--- Exercise inputs Enclosed Below ---

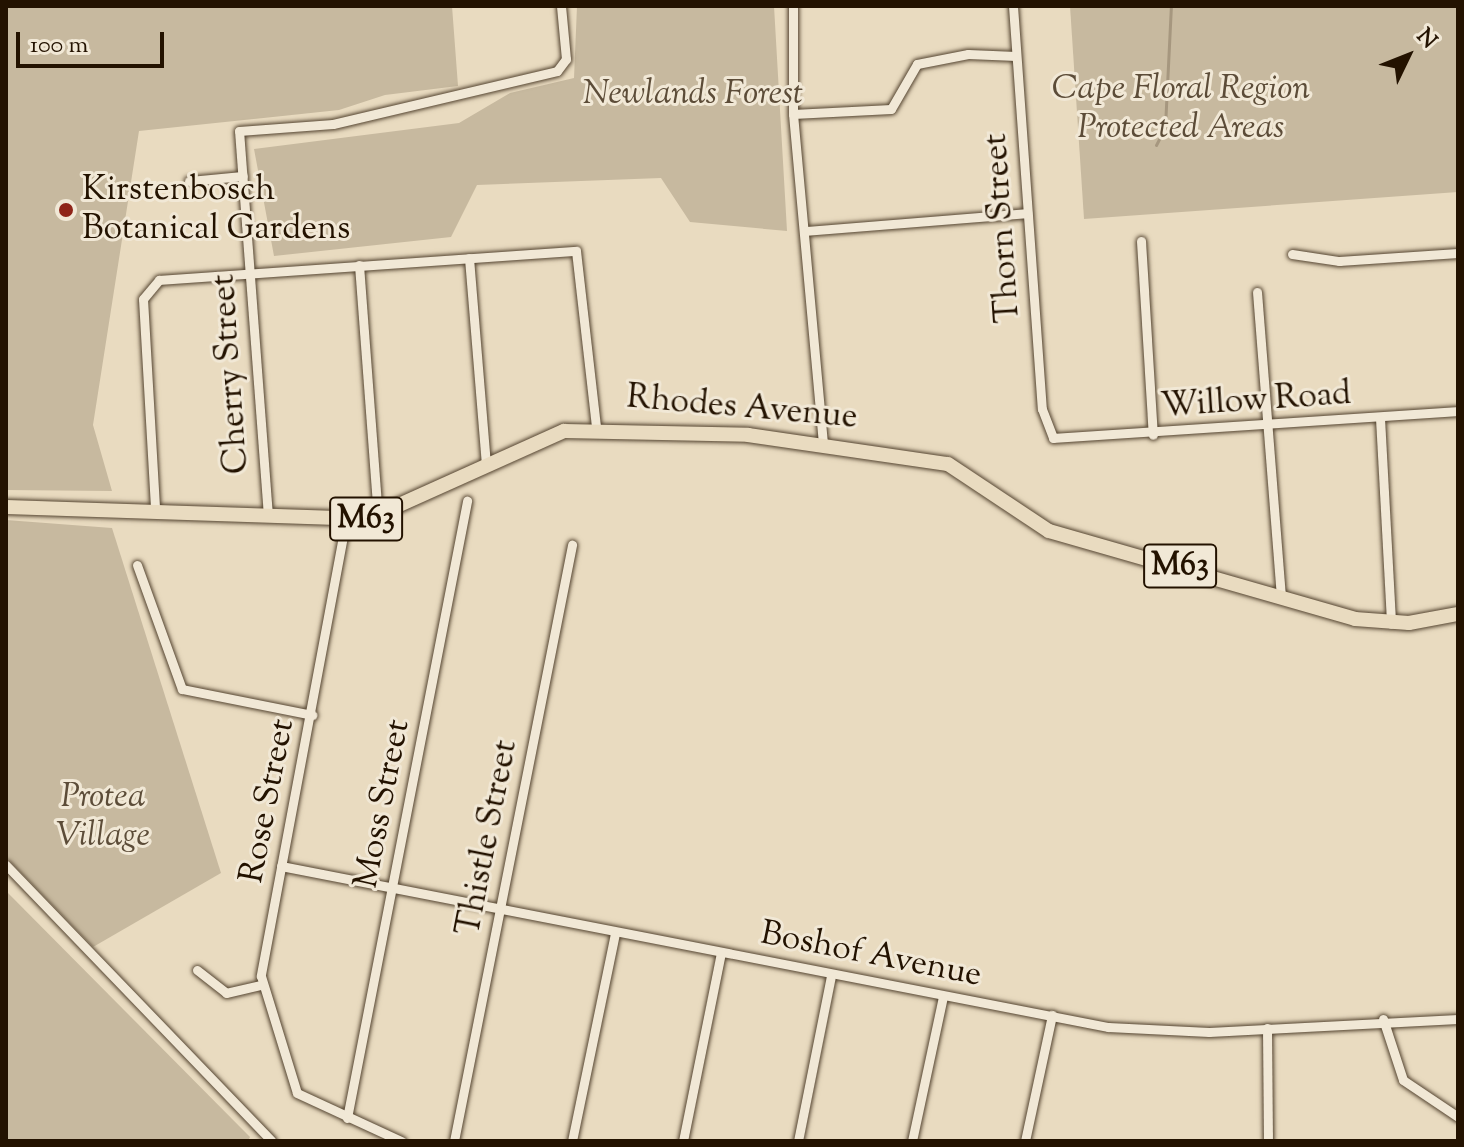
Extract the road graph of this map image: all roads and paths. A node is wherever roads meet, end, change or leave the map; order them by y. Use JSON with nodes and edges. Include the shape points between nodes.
{"nodes":[{"id":1,"x":561,"y":6,"type":"edge"},
{"id":2,"x":792,"y":6,"type":"edge"},
{"id":3,"x":1013,"y":6,"type":"edge"},
{"id":4,"x":1016,"y":56,"type":"junction"},
{"id":5,"x":793,"y":114,"type":"junction"},
{"id":6,"x":243,"y":176,"type":"junction"},
{"id":7,"x":189,"y":181,"type":"dead end"},
{"id":8,"x":1027,"y":213,"type":"junction"},
{"id":9,"x":805,"y":231,"type":"junction"},
{"id":10,"x":1141,"y":241,"type":"dead end"},
{"id":11,"x":1458,"y":253,"type":"edge"},
{"id":12,"x":1292,"y":254,"type":"dead end"},
{"id":13,"x":469,"y":258,"type":"junction"},
{"id":14,"x":359,"y":265,"type":"junction"},
{"id":15,"x":249,"y":272,"type":"junction"},
{"id":16,"x":1257,"y":292,"type":"dead end"},
{"id":17,"x":1458,"y":411,"type":"edge"},
{"id":18,"x":1380,"y":418,"type":"junction"},
{"id":19,"x":596,"y":426,"type":"junction"},
{"id":20,"x":1265,"y":426,"type":"junction"},
{"id":21,"x":1153,"y":435,"type":"junction"},
{"id":22,"x":1058,"y":441,"type":"joint"},
{"id":23,"x":823,"y":442,"type":"junction"},
{"id":24,"x":486,"y":466,"type":"junction"},
{"id":25,"x":467,"y":501,"type":"dead end"},
{"id":26,"x":6,"y":507,"type":"edge"},
{"id":27,"x":155,"y":507,"type":"junction"},
{"id":28,"x":268,"y":516,"type":"junction"},
{"id":29,"x":378,"y":517,"type":"junction"},
{"id":30,"x":346,"y":520,"type":"junction"},
{"id":31,"x":572,"y":545,"type":"dead end"},
{"id":32,"x":137,"y":565,"type":"dead end"},
{"id":33,"x":1281,"y":595,"type":"junction"},
{"id":34,"x":1458,"y":614,"type":"edge"},
{"id":35,"x":1391,"y":624,"type":"junction"},
{"id":36,"x":312,"y":715,"type":"junction"},
{"id":37,"x":6,"y":865,"type":"edge"},
{"id":38,"x":281,"y":866,"type":"junction"},
{"id":39,"x":393,"y":887,"type":"junction"},
{"id":40,"x":501,"y":908,"type":"junction"},
{"id":41,"x":615,"y":933,"type":"junction"},
{"id":42,"x":721,"y":953,"type":"junction"},
{"id":43,"x":197,"y":970,"type":"dead end"},
{"id":44,"x":831,"y":976,"type":"junction"},
{"id":45,"x":262,"y":985,"type":"junction"},
{"id":46,"x":943,"y":997,"type":"junction"},
{"id":47,"x":1052,"y":1015,"type":"junction"},
{"id":48,"x":1383,"y":1019,"type":"junction"},
{"id":49,"x":1458,"y":1019,"type":"edge"},
{"id":50,"x":1267,"y":1028,"type":"junction"},
{"id":51,"x":1458,"y":1117,"type":"edge"},
{"id":52,"x":347,"y":1118,"type":"junction"},
{"id":53,"x":1268,"y":1139,"type":"edge"},
{"id":54,"x":272,"y":1141,"type":"edge"},
{"id":55,"x":401,"y":1141,"type":"edge"},
{"id":56,"x":454,"y":1141,"type":"edge"},
{"id":57,"x":572,"y":1141,"type":"edge"},
{"id":58,"x":683,"y":1141,"type":"edge"},
{"id":59,"x":798,"y":1141,"type":"edge"},
{"id":60,"x":912,"y":1141,"type":"edge"},
{"id":61,"x":1025,"y":1141,"type":"edge"}],
"edges":[{"from":1,"to":6,"type":"street","name":"Cherry Street","via":[[566,59],[557,71],[333,124],[239,131]]},
{"from":2,"to":5,"type":"street"},
{"from":3,"to":4,"type":"street","name":"Thorn Street"},
{"from":4,"to":5,"type":"street","via":[[968,54],[917,64],[891,109]]},
{"from":4,"to":8,"type":"street","name":"Thorn Street"},
{"from":5,"to":9,"type":"street"},
{"from":6,"to":7,"type":"street"},
{"from":6,"to":15,"type":"street","name":"Cherry Street"},
{"from":8,"to":9,"type":"street"},
{"from":8,"to":22,"type":"street","name":"Thorn Street","via":[[1042,409]]},
{"from":9,"to":23,"type":"street"},
{"from":10,"to":21,"type":"street"},
{"from":11,"to":12,"type":"street","via":[[1339,261]]},
{"from":13,"to":14,"type":"street"},
{"from":13,"to":19,"type":"street","via":[[573,250],[581,258]]},
{"from":13,"to":24,"type":"street"},
{"from":14,"to":15,"type":"street"},
{"from":14,"to":29,"type":"street"},
{"from":15,"to":27,"type":"street","via":[[149,286],[145,343]]},
{"from":15,"to":28,"type":"street","name":"Cherry Street"},
{"from":16,"to":20,"type":"street"},
{"from":17,"to":18,"type":"street","name":"Willow Road"},
{"from":18,"to":20,"type":"street","name":"Willow Road"},
{"from":18,"to":35,"type":"street"},
{"from":19,"to":23,"type":"main road","name":"Rhodes Avenue","number":"M63"},
{"from":19,"to":24,"type":"main road","name":"Rhodes Avenue","number":"M63","via":[[551,434]]},
{"from":20,"to":21,"type":"street","name":"Willow Road"},
{"from":20,"to":33,"type":"street"},
{"from":21,"to":22,"type":"street","name":"Willow Road"},
{"from":23,"to":33,"type":"main road","name":"Rhodes Avenue","number":"M63","via":[[948,464],[1049,531]]},
{"from":24,"to":29,"type":"main road","name":"Rhodes Avenue","number":"M63"},
{"from":25,"to":39,"type":"street","name":"Moss Street"},
{"from":26,"to":27,"type":"main road","name":"Rhodes Avenue","number":"M63"},
{"from":27,"to":28,"type":"main road","name":"Rhodes Avenue","number":"M63"},
{"from":28,"to":30,"type":"main road","name":"Rhodes Avenue","number":"M63"},
{"from":29,"to":30,"type":"main road","name":"Rhodes Avenue","number":"M63"},
{"from":30,"to":36,"type":"street","name":"Rose Street"},
{"from":31,"to":40,"type":"street","name":"Thistle Street"},
{"from":32,"to":36,"type":"street","via":[[182,689]]},
{"from":33,"to":35,"type":"main road","name":"Rhodes Avenue","number":"M63"},
{"from":34,"to":35,"type":"main road","name":"Rhodes Avenue","number":"M63"},
{"from":36,"to":38,"type":"street","name":"Rose Street"},
{"from":37,"to":54,"type":"street"},
{"from":38,"to":39,"type":"street","name":"Boshof Avenue"},
{"from":38,"to":45,"type":"street","name":"Rose Street"},
{"from":39,"to":40,"type":"street","name":"Boshof Avenue"},
{"from":39,"to":52,"type":"street","name":"Moss Street"},
{"from":40,"to":41,"type":"street","name":"Boshof Avenue"},
{"from":40,"to":56,"type":"street","name":"Thistle Street"},
{"from":41,"to":42,"type":"street","name":"Boshof Avenue"},
{"from":41,"to":57,"type":"street"},
{"from":42,"to":44,"type":"street","name":"Boshof Avenue"},
{"from":42,"to":58,"type":"street"},
{"from":43,"to":45,"type":"street","via":[[226,993]]},
{"from":44,"to":46,"type":"street","name":"Boshof Avenue"},
{"from":44,"to":59,"type":"street"},
{"from":45,"to":52,"type":"street","name":"Rose Street","via":[[294,1090]]},
{"from":46,"to":47,"type":"street","name":"Boshof Avenue"},
{"from":46,"to":60,"type":"street"},
{"from":47,"to":50,"type":"street","name":"Boshof Avenue","via":[[1116,1028]]},
{"from":47,"to":61,"type":"street"},
{"from":48,"to":49,"type":"street","name":"Boshof Avenue"},
{"from":48,"to":50,"type":"street","name":"Boshof Avenue"},
{"from":48,"to":51,"type":"street","via":[[1403,1080]]},
{"from":50,"to":53,"type":"street"},
{"from":52,"to":55,"type":"street"}]}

--- End of Enclosed Exercise inputs ---

About this task
Where a line of the data above includes "Willow", copy that line.

Exercise solution
{"from":17,"to":18,"type":"street","name":"Willow Road"},
{"from":18,"to":20,"type":"street","name":"Willow Road"},
{"from":20,"to":21,"type":"street","name":"Willow Road"},
{"from":21,"to":22,"type":"street","name":"Willow Road"},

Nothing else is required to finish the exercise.